Task to complete. If a picture appears in the records, leave it out and transcribe the rest exactly.
--
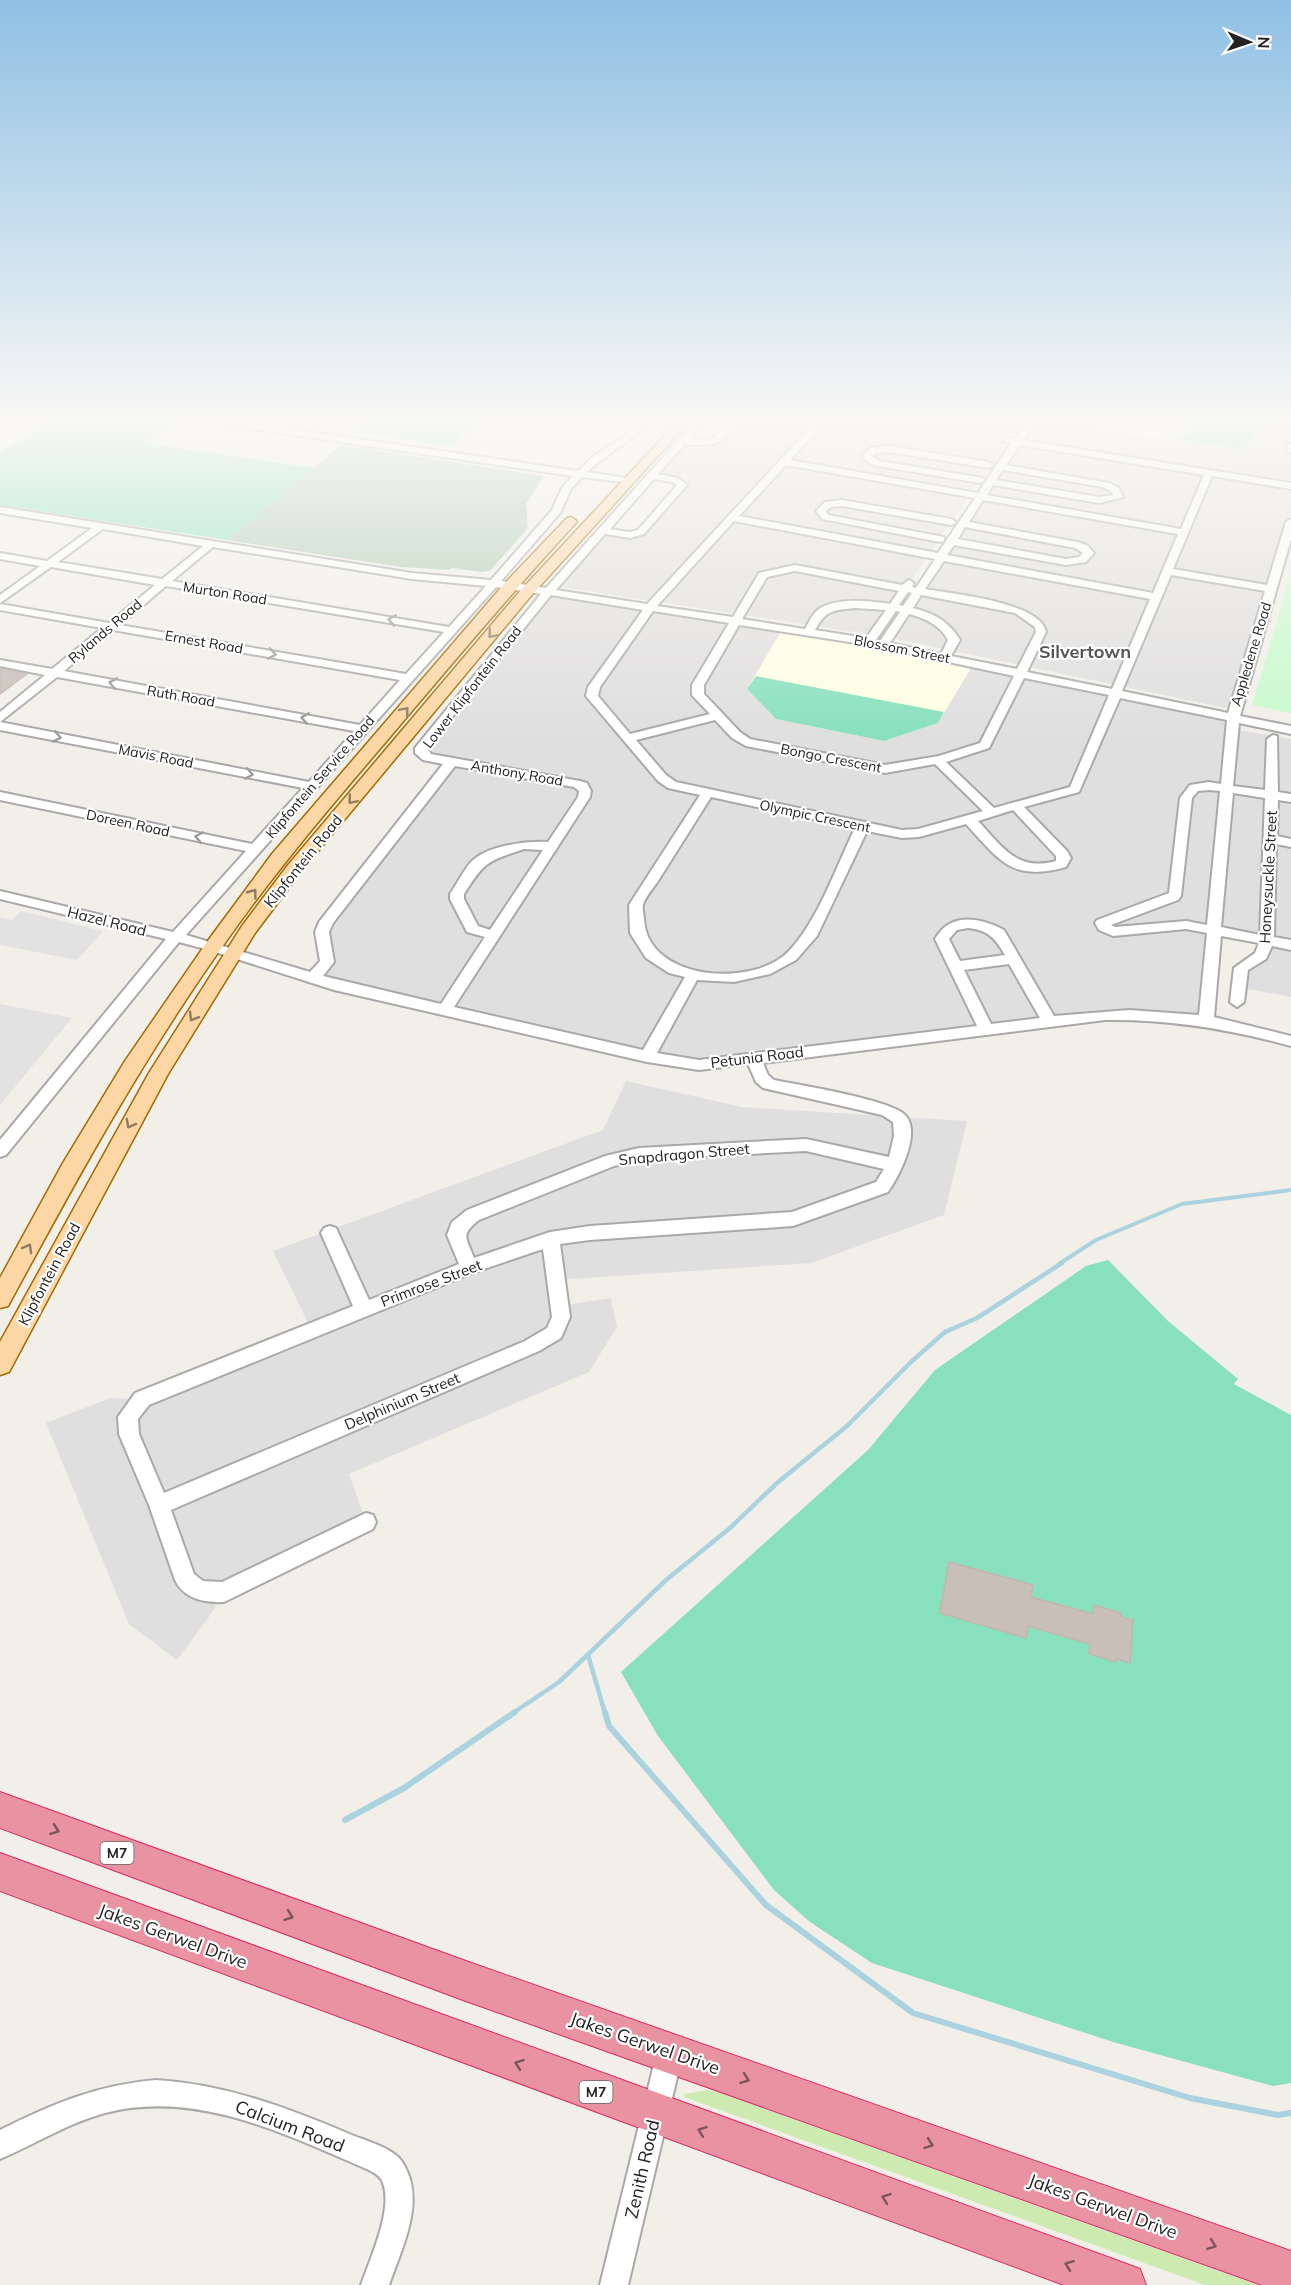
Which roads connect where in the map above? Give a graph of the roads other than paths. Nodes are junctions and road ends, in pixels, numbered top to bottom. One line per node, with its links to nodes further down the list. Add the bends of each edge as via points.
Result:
1 (951, 522): 19 (street)
2 (1291, 522): 33 (street, Appledene Road)
3 (80, 523): 15 (street, Blossom Street)
4 (548, 523): 27 (street, Klipfontein Service Road)
5 (570, 523): 29 (main road, Klipfontein Road)
6 (589, 523): 30 (main road, Klipfontein Road)
7 (610, 523): 16 (street, Lower Klipfontein Road)
8 (649, 523): 16 (street, via 641,532 630,535)
9 (728, 523): 37 (street)
10 (753, 523): 24 (street)
11 (854, 523): 19 (street)
12 (1129, 523): 17 (street)
13 (1187, 523): 17 (street, Olympic Crescent)
14 (963, 524): 18 (street); 20 (street)
15 (101, 526): 21 (street, Blossom Street); 25 (street)
16 (603, 531): 32 (street, Lower Klipfontein Road)
17 (1183, 532): 26 (street, Olympic Crescent)
18 (1028, 536): 22 (street); 22 (street, via 1077,544 1089,553 1086,559 1072,562)
19 (940, 539): 24 (street)
20 (951, 541): 22 (street); 24 (street)
21 (211, 544): 27 (street, Blossom Street, via 412,576); 28 (street, Rylands Road)
22 (1018, 553)
23 (0, 556): 25 (street, Murton Road)
24 (928, 562): 31 (street); 34 (street); 35 (street)
25 (50, 564): 28 (street, Murton Road); 36 (street)
26 (1168, 571): 33 (street); 35 (street, Olympic Crescent)
27 (496, 580): 29 (street, Blossom Street); 44 (street, Klipfontein Service Road)
28 (163, 583): 42 (street, Rylands Road); 44 (street, Murton Road, one-way to 28)
29 (513, 583): 30 (street, Blossom Street); 84 (main road, Klipfontein Road, one-way to 29, via 278,858)
30 (532, 586): 32 (street, Blossom Street); 84 (main road, Klipfontein Road, one-way to 84)
31 (906, 588): 34 (street); 39 (street); 41 (street, via 795,568 763,575)
32 (552, 589): 37 (street, Blossom Street); 63 (street, Lower Klipfontein Road, via 421,748 423,755)
33 (1271, 589): 53 (street, Appledene Road)
34 (918, 591): 40 (street); 49 (street, Bongo Crescent, via 1024,613 1042,629)
35 (1156, 597): 52 (street, Olympic Crescent)
36 (0, 600)
37 (651, 605): 41 (street, Blossom Street); 60 (street, Olympic Crescent, via 592,692 594,701)
38 (0, 607): 42 (street, Ernest Road)
39 (893, 608): 40 (street); 43 (street, via 856,604 835,607 819,614); 45 (street)
40 (905, 611): 46 (street); 47 (street, via 933,618 949,628 954,640)
41 (737, 618): 43 (street, Blossom Street); 54 (street, Bongo Crescent, via 696,691)
42 (111, 626): 50 (street, Rylands Road); 51 (street, Ernest Road, one-way to 51)
43 (811, 629): 45 (street, Blossom Street)
44 (450, 630): 51 (street, Klipfontein Service Road)
45 (871, 639): 46 (street, Blossom Street)
46 (885, 641): 47 (street, Blossom Street)
47 (947, 654): 49 (street, Blossom Street)
48 (0, 663): 50 (street, Ruth Road)
49 (1022, 669): 52 (street, Blossom Street); 62 (street, Bongo Crescent, via 985,745)
50 (55, 673): 55 (street, Rylands Road); 58 (street, Ruth Road, one-way to 50)
51 (408, 678): 58 (street, Klipfontein Service Road)
52 (1117, 689): 53 (street, Blossom Street); 70 (street, Olympic Crescent, via 1075,789)
53 (1234, 714): 56 (street, Blossom Street); 59 (street, Blossom Street); 65 (street, Appledene Road)
54 (718, 716): 60 (street); 62 (street, Bongo Crescent, via 746,741 880,768)
55 (0, 718)
56 (1291, 721)
57 (0, 726): 64 (street, Mavis Road, one-way to 64)
58 (362, 729): 64 (street, Klipfontein Service Road)
59 (1291, 730)
60 (627, 738): 66 (street, Olympic Crescent, via 667,782)
61 (1273, 739): 67 (street, Honeysuckle Street)
62 (936, 759): 71 (street)
63 (452, 761): 76 (street, Anthony Road, via 583,786 584,797); 88 (street, Lower Klipfontein Road, via 326,922 322,932 327,962)
64 (311, 786): 77 (street, Klipfontein Service Road)
65 (1227, 788): 67 (street); 79 (street, Appledene Road); 79 (street, via 1201,786 1186,798 1173,897 1102,923 1107,930 1119,932 1180,925)
66 (707, 793): 73 (street, Olympic Crescent); 87 (street, via 636,905 633,921 641,944 652,955)
67 (1272, 795): 69 (street); 74 (street, Honeysuckle Street)
68 (0, 796): 77 (street, Doreen Road, one-way to 68)
69 (1291, 798)
70 (1017, 807): 71 (street, Olympic Crescent); 72 (street, via 1062,854 1061,864 1038,871 1014,865)
71 (992, 813): 72 (street, Olympic Crescent)
72 (969, 819): 73 (street, Olympic Crescent, via 911,834)
73 (863, 826): 87 (street, via 799,953 784,964 755,975)
74 (1270, 839): 75 (street); 82 (street, Honeysuckle Street)
75 (1291, 843)
76 (550, 846): 80 (street, Anthony Road); 80 (street, via 528,843 486,858 459,888 457,899 472,929)
77 (256, 849): 81 (street, Klipfontein Service Road)
78 (0, 895): 81 (street, Hazel Road)
79 (1215, 931): 82 (street); 91 (street, Appledene Road)
80 (493, 935): 90 (street, Anthony Road)
81 (176, 938): 84 (street, Hazel Road); 97 (street, Klipfontein Service Road)
82 (1267, 940): 83 (street); 89 (street, Honeysuckle Street, via 1261,956 1241,968)
83 (1291, 945)
84 (223, 949): 88 (street, Petunia Road); 102 (main road, Klipfontein Road, one-way to 84, via 132,1066); 104 (main road, Klipfontein Road, one-way to 104)
85 (1014, 959): 86 (street); 86 (street, via 999,933 987,926 954,925 944,932 942,939); 92 (street)
86 (955, 966): 93 (street)
87 (693, 975): 95 (street)
88 (313, 979): 90 (street, Petunia Road)
89 (1237, 1002)
90 (444, 1011): 95 (street, Petunia Road)
91 (1206, 1019): 92 (street, Petunia Road, via 1136,1014); 94 (street, Petunia Road)
92 (1049, 1021): 93 (street, Petunia Road)
93 (986, 1029): 96 (street, Petunia Road)
94 (1291, 1041)
95 (646, 1057): 96 (street, Petunia Road, via 699,1065)
96 (753, 1058): 98 (street, Primrose Street, via 769,1084 898,1116 903,1128)
97 (0, 1150)
98 (895, 1165): 100 (street, Primrose Street, via 882,1187 793,1219); 101 (street, Snapdragon Street, via 806,1144 622,1157 463,1221 456,1235)
99 (330, 1233): 103 (street)
100 (550, 1239): 101 (street, Primrose Street); 105 (street, Delphinium Street, via 561,1317 554,1333)
101 (469, 1267): 103 (street, Primrose Street)
102 (0, 1299)
103 (364, 1309): 105 (street, Primrose Street, via 142,1399 128,1417 129,1434)
104 (0, 1365)
105 (159, 1505): 106 (street, Primrose Street, via 186,1580 193,1587 213,1592 224,1592)
106 (366, 1522)
107 (0, 1810): 109 (highway, Jakes Gerwel Drive / M7, one-way to 109)
108 (0, 1872): 110 (highway, Jakes Gerwel Drive / M7, one-way to 108)
109 (670, 2052): 110 (street, Zenith Road); 112 (highway, Jakes Gerwel Drive / M7, one-way to 112)
110 (655, 2114): 114 (street, Zenith Road); 115 (highway, Jakes Gerwel Drive / M7, one-way to 110)
111 (0, 2145): 113 (street, Calcium Road, via 122,2096 172,2094 236,2104 379,2160 391,2169 399,2199)
112 (1291, 2273)
113 (375, 2285)
114 (614, 2285)
115 (1124, 2285)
--
Final answer.
Which roads connect where in the map above? Give a graph of the roads other than paths. Nodes are junctions and road ends, in pixels, numbered top to bottom. One line per node, with its links to nodes further down the list. Add the bends of each edge as via points.
Result:
1 (951, 522): 19 (street)
2 (1291, 522): 33 (street, Appledene Road)
3 (80, 523): 15 (street, Blossom Street)
4 (548, 523): 27 (street, Klipfontein Service Road)
5 (570, 523): 29 (main road, Klipfontein Road)
6 (589, 523): 30 (main road, Klipfontein Road)
7 (610, 523): 16 (street, Lower Klipfontein Road)
8 (649, 523): 16 (street, via 641,532 630,535)
9 (728, 523): 37 (street)
10 (753, 523): 24 (street)
11 (854, 523): 19 (street)
12 (1129, 523): 17 (street)
13 (1187, 523): 17 (street, Olympic Crescent)
14 (963, 524): 18 (street); 20 (street)
15 (101, 526): 21 (street, Blossom Street); 25 (street)
16 (603, 531): 32 (street, Lower Klipfontein Road)
17 (1183, 532): 26 (street, Olympic Crescent)
18 (1028, 536): 22 (street); 22 (street, via 1077,544 1089,553 1086,559 1072,562)
19 (940, 539): 24 (street)
20 (951, 541): 22 (street); 24 (street)
21 (211, 544): 27 (street, Blossom Street, via 412,576); 28 (street, Rylands Road)
22 (1018, 553)
23 (0, 556): 25 (street, Murton Road)
24 (928, 562): 31 (street); 34 (street); 35 (street)
25 (50, 564): 28 (street, Murton Road); 36 (street)
26 (1168, 571): 33 (street); 35 (street, Olympic Crescent)
27 (496, 580): 29 (street, Blossom Street); 44 (street, Klipfontein Service Road)
28 (163, 583): 42 (street, Rylands Road); 44 (street, Murton Road, one-way to 28)
29 (513, 583): 30 (street, Blossom Street); 84 (main road, Klipfontein Road, one-way to 29, via 278,858)
30 (532, 586): 32 (street, Blossom Street); 84 (main road, Klipfontein Road, one-way to 84)
31 (906, 588): 34 (street); 39 (street); 41 (street, via 795,568 763,575)
32 (552, 589): 37 (street, Blossom Street); 63 (street, Lower Klipfontein Road, via 421,748 423,755)
33 (1271, 589): 53 (street, Appledene Road)
34 (918, 591): 40 (street); 49 (street, Bongo Crescent, via 1024,613 1042,629)
35 (1156, 597): 52 (street, Olympic Crescent)
36 (0, 600)
37 (651, 605): 41 (street, Blossom Street); 60 (street, Olympic Crescent, via 592,692 594,701)
38 (0, 607): 42 (street, Ernest Road)
39 (893, 608): 40 (street); 43 (street, via 856,604 835,607 819,614); 45 (street)
40 (905, 611): 46 (street); 47 (street, via 933,618 949,628 954,640)
41 (737, 618): 43 (street, Blossom Street); 54 (street, Bongo Crescent, via 696,691)
42 (111, 626): 50 (street, Rylands Road); 51 (street, Ernest Road, one-way to 51)
43 (811, 629): 45 (street, Blossom Street)
44 (450, 630): 51 (street, Klipfontein Service Road)
45 (871, 639): 46 (street, Blossom Street)
46 (885, 641): 47 (street, Blossom Street)
47 (947, 654): 49 (street, Blossom Street)
48 (0, 663): 50 (street, Ruth Road)
49 (1022, 669): 52 (street, Blossom Street); 62 (street, Bongo Crescent, via 985,745)
50 (55, 673): 55 (street, Rylands Road); 58 (street, Ruth Road, one-way to 50)
51 (408, 678): 58 (street, Klipfontein Service Road)
52 (1117, 689): 53 (street, Blossom Street); 70 (street, Olympic Crescent, via 1075,789)
53 (1234, 714): 56 (street, Blossom Street); 59 (street, Blossom Street); 65 (street, Appledene Road)
54 (718, 716): 60 (street); 62 (street, Bongo Crescent, via 746,741 880,768)
55 (0, 718)
56 (1291, 721)
57 (0, 726): 64 (street, Mavis Road, one-way to 64)
58 (362, 729): 64 (street, Klipfontein Service Road)
59 (1291, 730)
60 (627, 738): 66 (street, Olympic Crescent, via 667,782)
61 (1273, 739): 67 (street, Honeysuckle Street)
62 (936, 759): 71 (street)
63 (452, 761): 76 (street, Anthony Road, via 583,786 584,797); 88 (street, Lower Klipfontein Road, via 326,922 322,932 327,962)
64 (311, 786): 77 (street, Klipfontein Service Road)
65 (1227, 788): 67 (street); 79 (street, Appledene Road); 79 (street, via 1201,786 1186,798 1173,897 1102,923 1107,930 1119,932 1180,925)
66 (707, 793): 73 (street, Olympic Crescent); 87 (street, via 636,905 633,921 641,944 652,955)
67 (1272, 795): 69 (street); 74 (street, Honeysuckle Street)
68 (0, 796): 77 (street, Doreen Road, one-way to 68)
69 (1291, 798)
70 (1017, 807): 71 (street, Olympic Crescent); 72 (street, via 1062,854 1061,864 1038,871 1014,865)
71 (992, 813): 72 (street, Olympic Crescent)
72 (969, 819): 73 (street, Olympic Crescent, via 911,834)
73 (863, 826): 87 (street, via 799,953 784,964 755,975)
74 (1270, 839): 75 (street); 82 (street, Honeysuckle Street)
75 (1291, 843)
76 (550, 846): 80 (street, Anthony Road); 80 (street, via 528,843 486,858 459,888 457,899 472,929)
77 (256, 849): 81 (street, Klipfontein Service Road)
78 (0, 895): 81 (street, Hazel Road)
79 (1215, 931): 82 (street); 91 (street, Appledene Road)
80 (493, 935): 90 (street, Anthony Road)
81 (176, 938): 84 (street, Hazel Road); 97 (street, Klipfontein Service Road)
82 (1267, 940): 83 (street); 89 (street, Honeysuckle Street, via 1261,956 1241,968)
83 (1291, 945)
84 (223, 949): 88 (street, Petunia Road); 102 (main road, Klipfontein Road, one-way to 84, via 132,1066); 104 (main road, Klipfontein Road, one-way to 104)
85 (1014, 959): 86 (street); 86 (street, via 999,933 987,926 954,925 944,932 942,939); 92 (street)
86 (955, 966): 93 (street)
87 (693, 975): 95 (street)
88 (313, 979): 90 (street, Petunia Road)
89 (1237, 1002)
90 (444, 1011): 95 (street, Petunia Road)
91 (1206, 1019): 92 (street, Petunia Road, via 1136,1014); 94 (street, Petunia Road)
92 (1049, 1021): 93 (street, Petunia Road)
93 (986, 1029): 96 (street, Petunia Road)
94 (1291, 1041)
95 (646, 1057): 96 (street, Petunia Road, via 699,1065)
96 (753, 1058): 98 (street, Primrose Street, via 769,1084 898,1116 903,1128)
97 (0, 1150)
98 (895, 1165): 100 (street, Primrose Street, via 882,1187 793,1219); 101 (street, Snapdragon Street, via 806,1144 622,1157 463,1221 456,1235)
99 (330, 1233): 103 (street)
100 (550, 1239): 101 (street, Primrose Street); 105 (street, Delphinium Street, via 561,1317 554,1333)
101 (469, 1267): 103 (street, Primrose Street)
102 (0, 1299)
103 (364, 1309): 105 (street, Primrose Street, via 142,1399 128,1417 129,1434)
104 (0, 1365)
105 (159, 1505): 106 (street, Primrose Street, via 186,1580 193,1587 213,1592 224,1592)
106 (366, 1522)
107 (0, 1810): 109 (highway, Jakes Gerwel Drive / M7, one-way to 109)
108 (0, 1872): 110 (highway, Jakes Gerwel Drive / M7, one-way to 108)
109 (670, 2052): 110 (street, Zenith Road); 112 (highway, Jakes Gerwel Drive / M7, one-way to 112)
110 (655, 2114): 114 (street, Zenith Road); 115 (highway, Jakes Gerwel Drive / M7, one-way to 110)
111 (0, 2145): 113 (street, Calcium Road, via 122,2096 172,2094 236,2104 379,2160 391,2169 399,2199)
112 (1291, 2273)
113 (375, 2285)
114 (614, 2285)
115 (1124, 2285)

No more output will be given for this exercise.